Date: 7/24/14 8:38 PM

Then you should probably not buy a vintage pattern, unless you can also see a view of the back of it or on the pattern envelope flap of it or someplace on it, that shows the bust, waist and hip measurements for just the size it is. Just because, even though the wearing ease of something always has been able to change over your body measurement in inches, by just clothing style and whomever made it,in any year over all of them, it's only in the last few decades they have even been putting the actual garment measurements by inches of fabric size on even the back of any sewing patterns at all. And they don't always do that on them now even. I think often in lots of decades past, they maybe have just given you a hem width on them, on the back of the pattern sometimes though. It's safe to assume most times, that the garment size width for each size at bust, waist and hips "unless just for knits" is most times at least the body width or more though.
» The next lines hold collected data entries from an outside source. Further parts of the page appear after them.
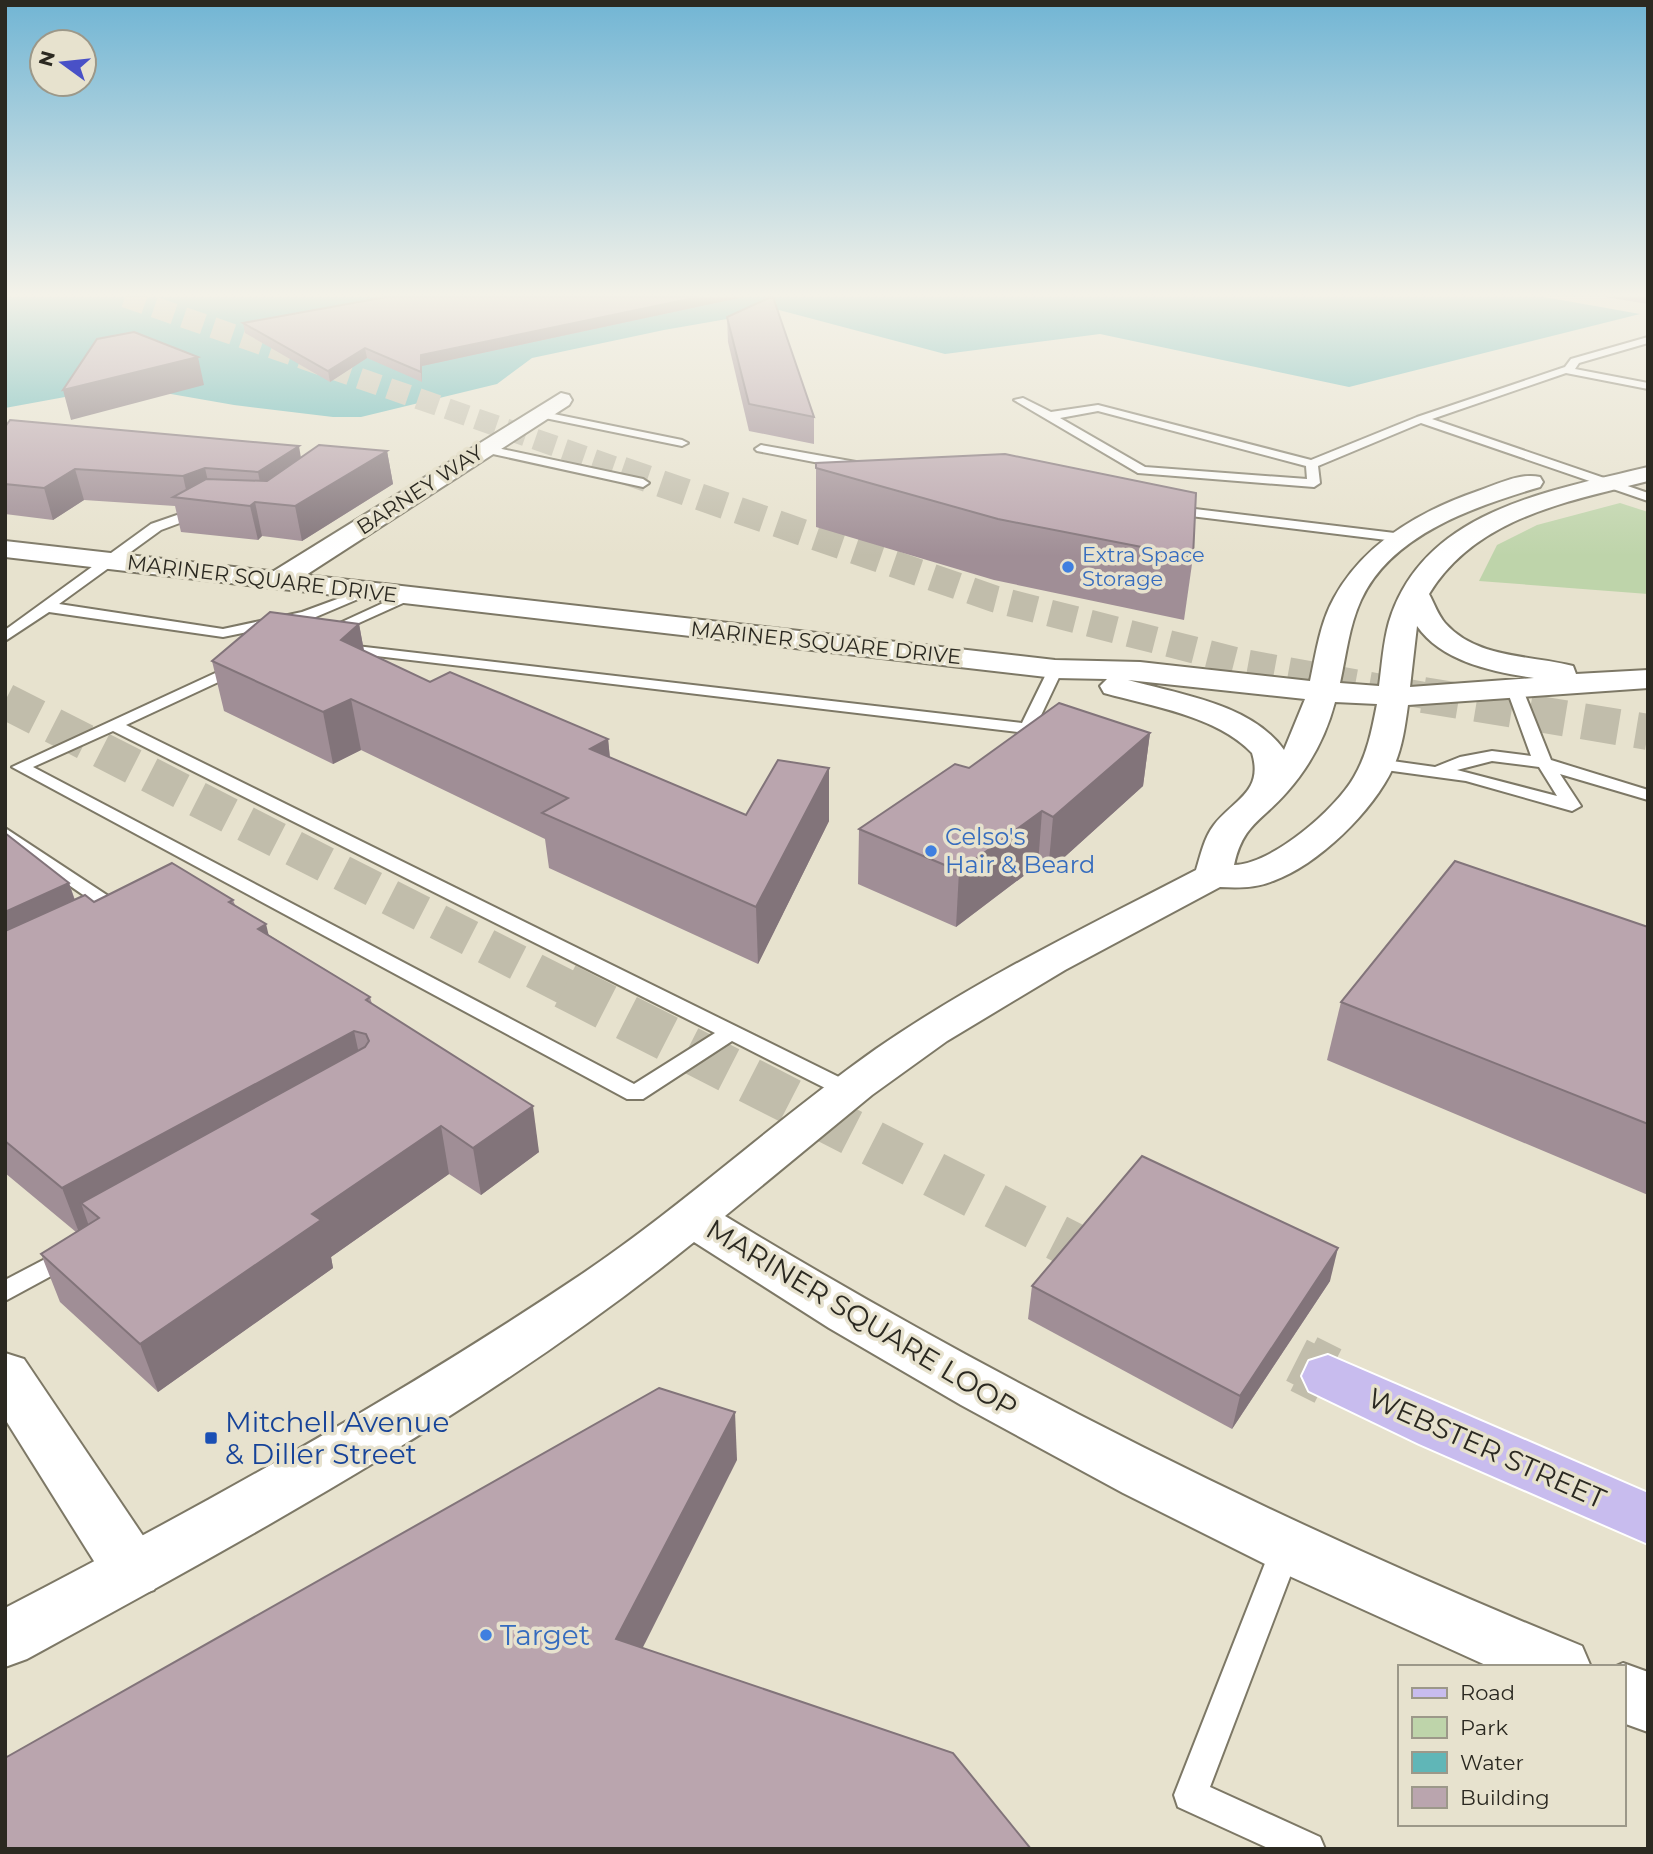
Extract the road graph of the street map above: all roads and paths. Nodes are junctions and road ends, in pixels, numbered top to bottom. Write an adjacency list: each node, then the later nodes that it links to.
1 (1525, 384): 6 (lane)
2 (561, 400): 4 (street, BARNEY WAY)
3 (1019, 400): 5 (lane)
4 (539, 414): 7 (lane); 8 (street, BARNEY WAY)
5 (1049, 416): 11 (lane); 11 (lane)
6 (1421, 419): 11 (lane); 13 (lane)
7 (682, 443)
8 (484, 449): 15 (lane); 23 (street, BARNEY WAY)
9 (761, 449): 12 (lane)
10 (1648, 451): 13 (street)
11 (1312, 464)
12 (870, 469)
13 (1571, 471): 16 (lane); 20 (street)
14 (1648, 474): 16 (street, MARINER SQUARE LOOP)
15 (643, 484)
16 (1609, 484): 17 (lane); 25 (street, MARINER SQUARE LOOP)
17 (1648, 497)
18 (212, 506): 22 (lane)
19 (1161, 509): 20 (lane)
20 (1403, 538): 35 (street)
21 (9, 552): 22 (street, MARINER SQUARE DRIVE)
22 (107, 561): 23 (street, MARINER SQUARE DRIVE); 27 (lane)
23 (279, 580): 24 (street, MARINER SQUARE DRIVE)
24 (370, 591): 26 (street, MARINER SQUARE DRIVE); 27 (lane)
25 (1415, 594): 33 (street); 36 (street, MARINER SQUARE LOOP)
26 (407, 596): 29 (lane); 32 (street, MARINER SQUARE DRIVE)
27 (47, 607): 28 (lane)
28 (5, 637)
29 (305, 641)
30 (321, 647): 32 (lane)
31 (252, 661): 37 (lane)
32 (1055, 669): 35 (street, MARINER SQUARE DRIVE); 42 (street)
33 (1646, 679): 34 (street, MARINER SQUARE DRIVE)
34 (1515, 690): 36 (street, MARINER SQUARE DRIVE); 38 (lane)
35 (1323, 693): 36 (street, MARINER SQUARE DRIVE); 42 (street)
36 (1393, 696): 39 (street, MARINER SQUARE LOOP)
37 (113, 725): 46 (lane); 46 (lane)
38 (1544, 763): 40 (lane); 40 (lane); 41 (lane)
39 (1378, 764): 40 (lane); 44 (street, MARINER SQUARE LOOP)
40 (1439, 771)
41 (1648, 795)
42 (1264, 797): 44 (street)
43 (5, 833): 45 (lane)
44 (1213, 876): 47 (street, MARINER SQUARE LOOP)
45 (103, 927)
46 (731, 1032): 47 (lane)
47 (849, 1091): 48 (street, MARINER SQUARE LOOP)
48 (692, 1218): 54 (street, MARINER SQUARE LOOP); 55 (street)
49 (89, 1244): 50 (lane)
50 (5, 1292)
51 (5, 1374): 55 (street)
52 (1328, 1376): 53 (main road, WEBSTER STREET)
53 (1648, 1519)
54 (1286, 1547): 57 (street, MARINER SQUARE LOOP); 60 (lane)
55 (134, 1571): 56 (street)
56 (5, 1639)
57 (1555, 1665)
58 (1625, 1694): 59 (street)
59 (1648, 1702)
60 (1308, 1849)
Ladies pattern sizes for even size 8,12, 14, 16 ect, changed a bit in what your body measurements were supposed to be for those between 1970 and now even. I can even see that on the back of patterns, McCalls in particular. I don't know what exact year that happened in. Also if you get into anything older, then to even wear the clothes in the pattern, they probably expected you to have pretty close undergarments, as to what was often worn then too, on you first, when even measuring your body to some inch # for your body on the pattern envelope.

That can even change a whole lot on one person, in even a few moments if actually wearing something not often worn now, like a high pointy bullet shaped bra, or a corset, or some bustle or hip padding or something like that. Just since not everyone wears those things all the time anymore.

If the body measurements for the size you buy of some old pattern are yours though, or a bit larger then most times I think you are safe to assume it will at least go around you, in most places. If it's a top or a dress, then bust might be important. If it's a skirt unless it's one tight to your hips and not flared or gathered, then probably the waist measurement is more important. If a skirt is a circle, gathered dirindle, or flares out from the waist, then even if your hips are a bit or lot bigger than the pattern size measurement on it, maybe it does not even matter a lot of the time.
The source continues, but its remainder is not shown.